Happy Birthday, Isaac Werner! Born on May 23rd 177 years ago, Isaac is not forgotten. I don't know what a birthday cake in the 1800s might have looked like, and Isaac wasn't a baker so a neighbor lady would have had to bake it for him, but here is a cake for Isaac, with a great big slice already cut in celebration of the birth of Isaac Beckley Werner, along with the birth of his twin brother Henry, born May 23, 1844!

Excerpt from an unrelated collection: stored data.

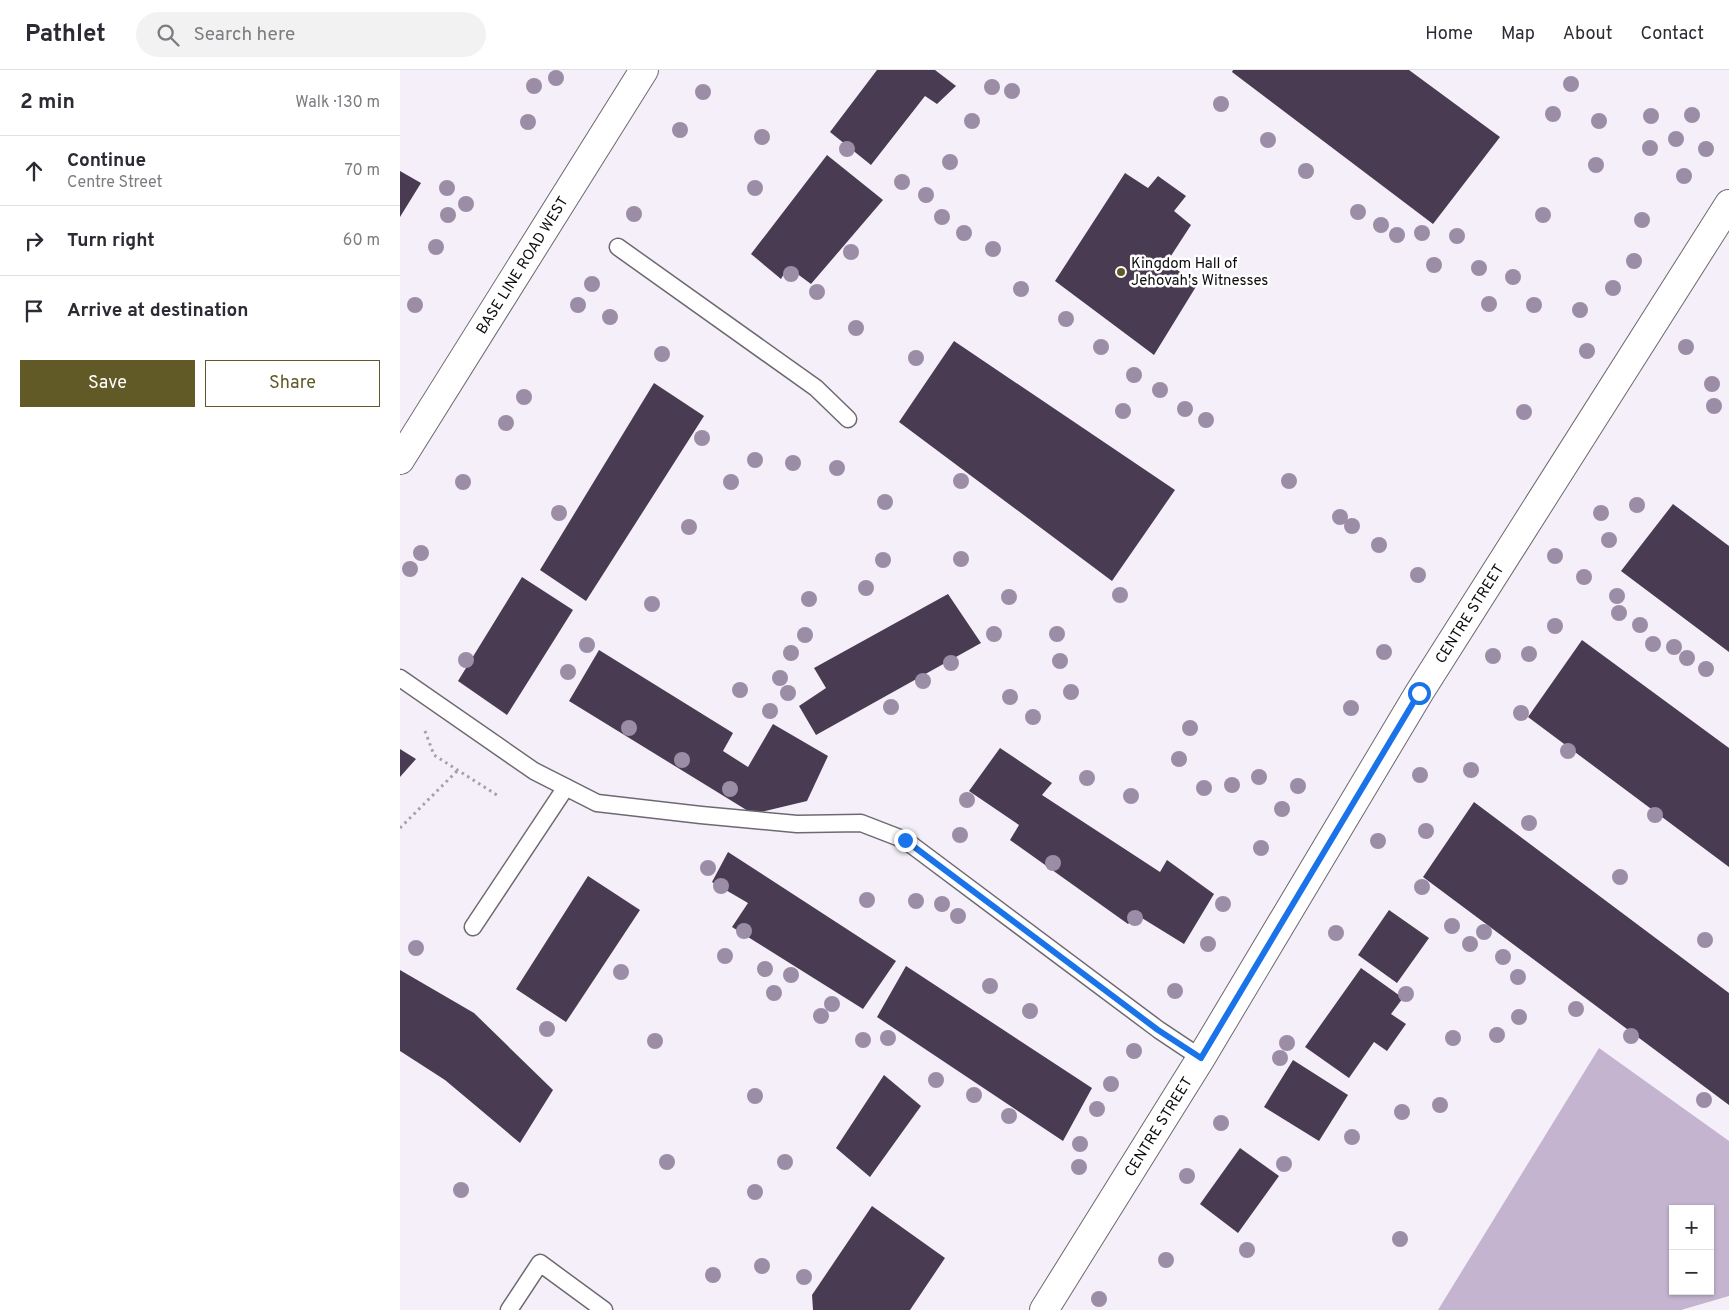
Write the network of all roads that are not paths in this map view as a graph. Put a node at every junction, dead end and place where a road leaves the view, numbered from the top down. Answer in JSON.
{"nodes":[{"id":1,"x":644,"y":70,"type":"edge"},
{"id":2,"x":1729,"y":204,"type":"edge"},
{"id":3,"x":618,"y":247,"type":"dead end"},
{"id":4,"x":848,"y":419,"type":"dead end"},
{"id":5,"x":400,"y":460,"type":"edge"},
{"id":6,"x":400,"y":678,"type":"edge"},
{"id":7,"x":566,"y":787,"type":"junction"},
{"id":8,"x":473,"y":927,"type":"dead end"},
{"id":9,"x":1201,"y":1058,"type":"junction"},
{"id":10,"x":510,"y":1310,"type":"edge"},
{"id":11,"x":604,"y":1310,"type":"edge"},
{"id":12,"x":1044,"y":1310,"type":"edge"}],
"edges":[{"from":1,"to":5,"type":"street","name":"BASE LINE ROAD WEST"},
{"from":2,"to":9,"type":"street","name":"CENTRE STREET"},
{"from":3,"to":4,"type":"lane"},
{"from":6,"to":7,"type":"lane"},
{"from":7,"to":8,"type":"lane"},
{"from":7,"to":9,"type":"lane"},
{"from":9,"to":12,"type":"street","name":"CENTRE STREET"},
{"from":10,"to":11,"type":"lane"}]}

But, I have an even better birthday present for Isaac. The University Press of Kansas is publishing my book, Prairie Bachelor, The Story of a Kansas Homesteader and the Populist Movement. I will begin to keep you advised of the progress of publication in the months ahead, but as of today the copyeditor has received my manuscript and the responsibility forward is in the hands of the publisher. Unfortunately, the release date is several months away, but I will keep you advised. Thank you to all of you who have supported me in this decade-long process of finding and transcribing the 480 page journal, doing years of research, and writing and rewriting the manuscript! Some of you who read this blog have shared images that will be in the book. Many of you who work in Museums, Libraries, and Courthouses have taken time from your regular responsibilities to help me. Others who are descendants of people Isaac knew have shared stories and family history with me. So many of you have encouraged me during the years I've labored to tell Isaac's story. Thank you so much everyone!
In coming months I will continue to share history from the Populist era and progress on getting Isaac's story on book store shelves. But this week's blog will celebrate Isaac's birthday by sharing some history of what was happening in 1844 when Isaac and his twin brother were born.

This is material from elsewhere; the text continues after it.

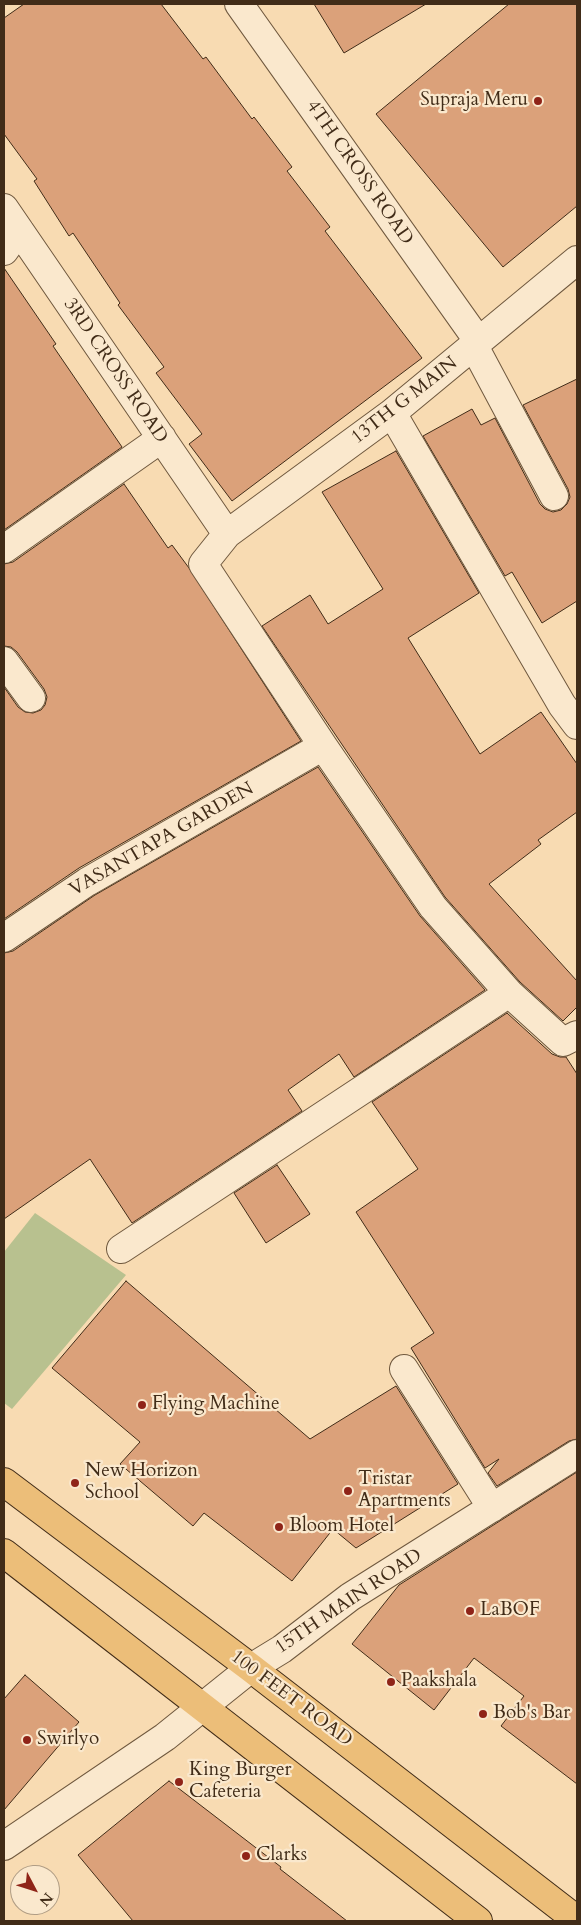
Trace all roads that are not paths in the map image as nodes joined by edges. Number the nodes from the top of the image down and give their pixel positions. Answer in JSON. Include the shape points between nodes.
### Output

Starting on a tragic note, the year of Isaac's birth was the year the Great Auk became extinct. It was not related to the birds we know as penguins today, but it was in the genus Pinguinus. It was 30 to 33 inches tall and weighed about 11 lbs, and with such short wings--less than six inches--it was flightless. It bred on isolated islands in the North Atlantic but the rest of the year could be found along coastlines from Northern Spain to Canada, Greenland, and Great Britain. Perhaps popularity of its soft down was the final cause of its extinction, although scientists had recognized the danger and had tried to protect the remaining Great Auks with early environmental laws.
An early connection with a movement that expanded during Isaac's life was the founding of the Rochdale Society of Equitable Pioneers in Lancashire, England in 1844. The Industrial Revolution was forcing skilled workers into poverty, and a group of mostly weavers opened their own cooperative store in order to buy necessities, especially food, without the markups in commercial stores. During the populist era of Isaac's time cooperatives were also tried, especially as a way to market their own crops.

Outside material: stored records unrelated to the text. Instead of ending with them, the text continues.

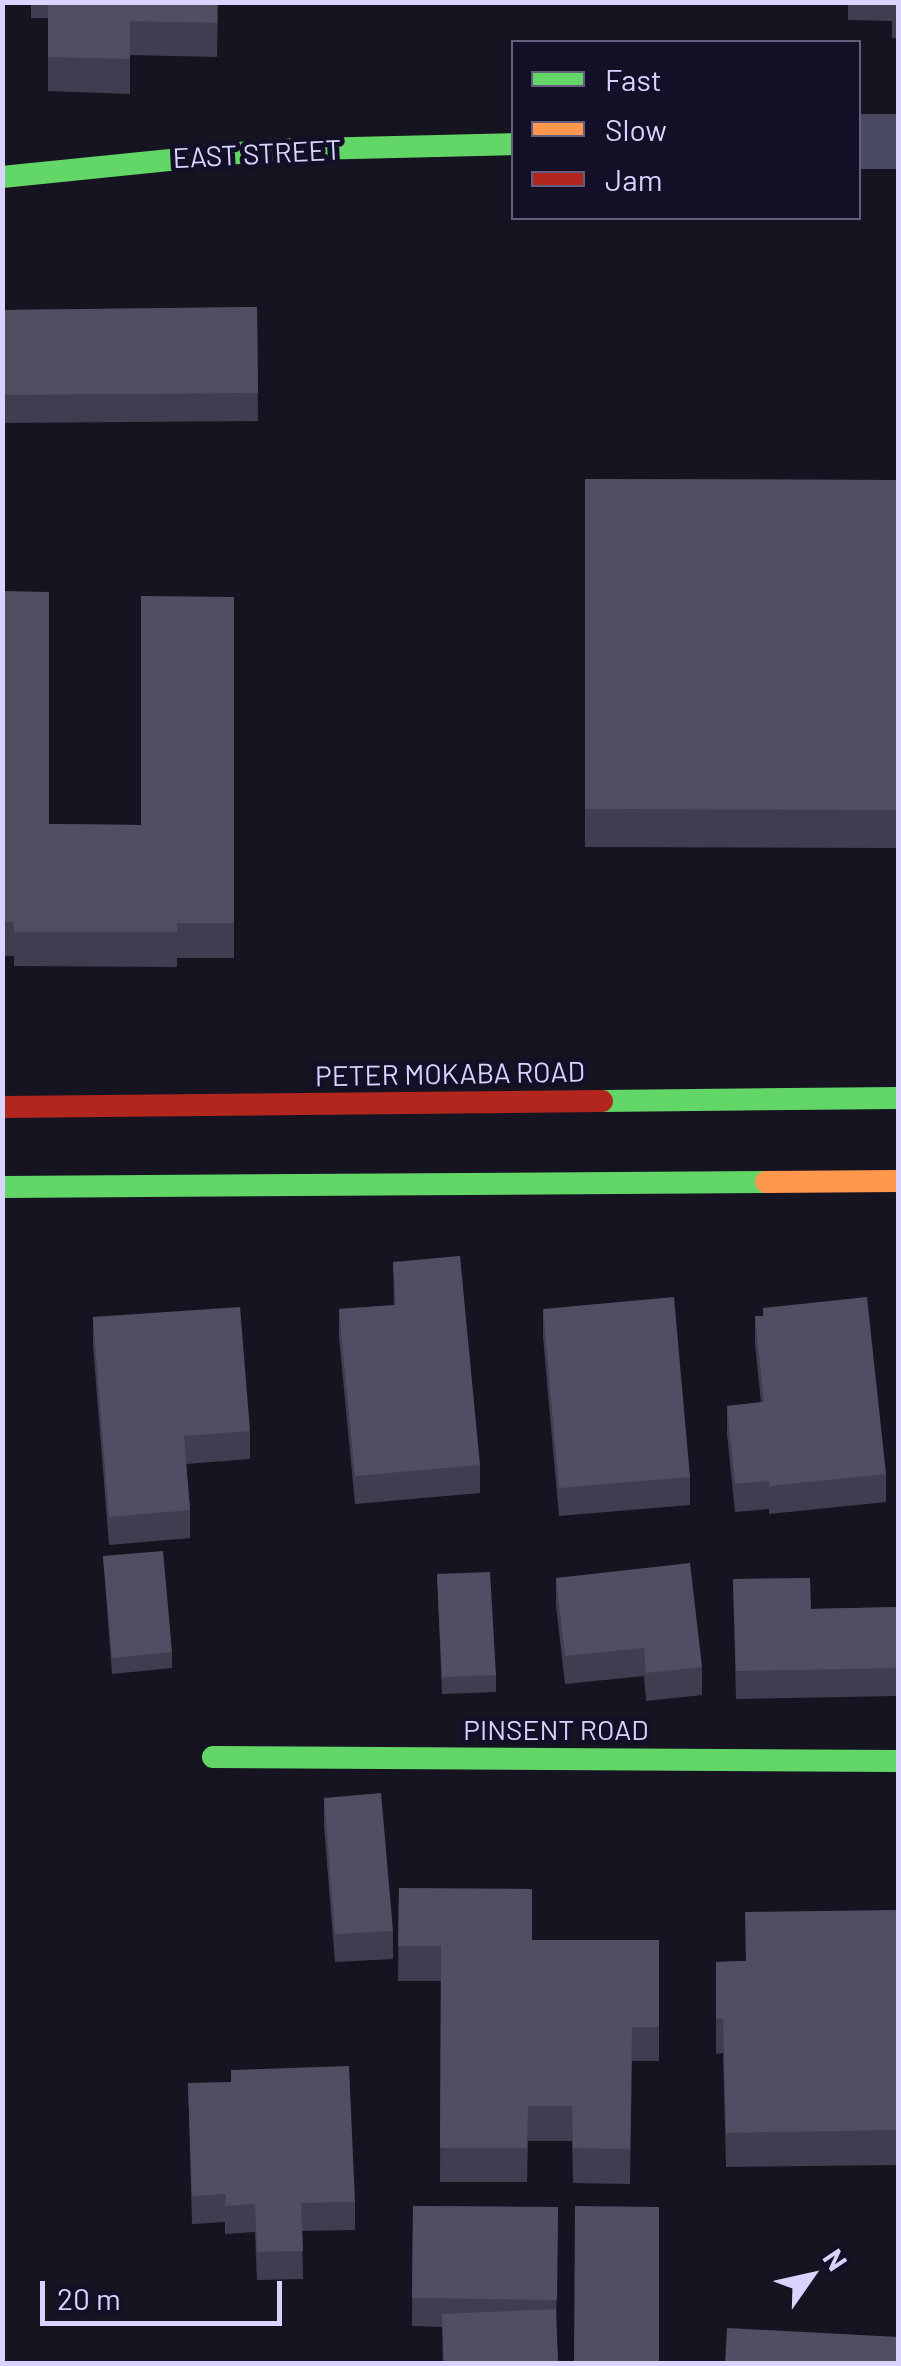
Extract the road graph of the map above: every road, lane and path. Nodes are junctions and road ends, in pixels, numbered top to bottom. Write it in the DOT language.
graph roads {
  1 [pos="861,140"];
  2 [pos="898,140"];
  3 [pos="511,144"];
  4 [pos="2,177"];
  5 [pos="898,1098"];
  6 [pos="2,1107"];
  7 [pos="898,1181"];
  8 [pos="2,1186"];
  9 [pos="213,1757"];
  10 [pos="898,1760"];
  1 -- 2 [label="street"];
  3 -- 4 [label="street, EAST STREET"];
  5 -- 6 [label="street, PETER MOKABA ROAD"];
  7 -- 8 [label="street"];
  9 -- 10 [label="street, PINSENT ROAD"];
}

This Lithograph by Currier depicts a United States Navy screw steam warship, launched the autumn before Isaac's birth but better known for a disaster on February 28, 1844. A pleasure cruise on the Potomac River was arranged for dignitaries, including President John Tyler. Tragically, one of the warship's guns exploded, killing more top U.S. government officials than any other tragedy in American history. Secretary of State Abel P. Upshur and Secretary of Navy Thomas Walker Gilmer were among them, but the President was below decks at the time of the explosion and was not harmed. The Princeton was meant to be the pride of the Navy and the powerful gun that exploded was named "Peacemaker." After the tragedy, the USS Princeton never recovered its reputation and she was broken up in the autumn of 1849.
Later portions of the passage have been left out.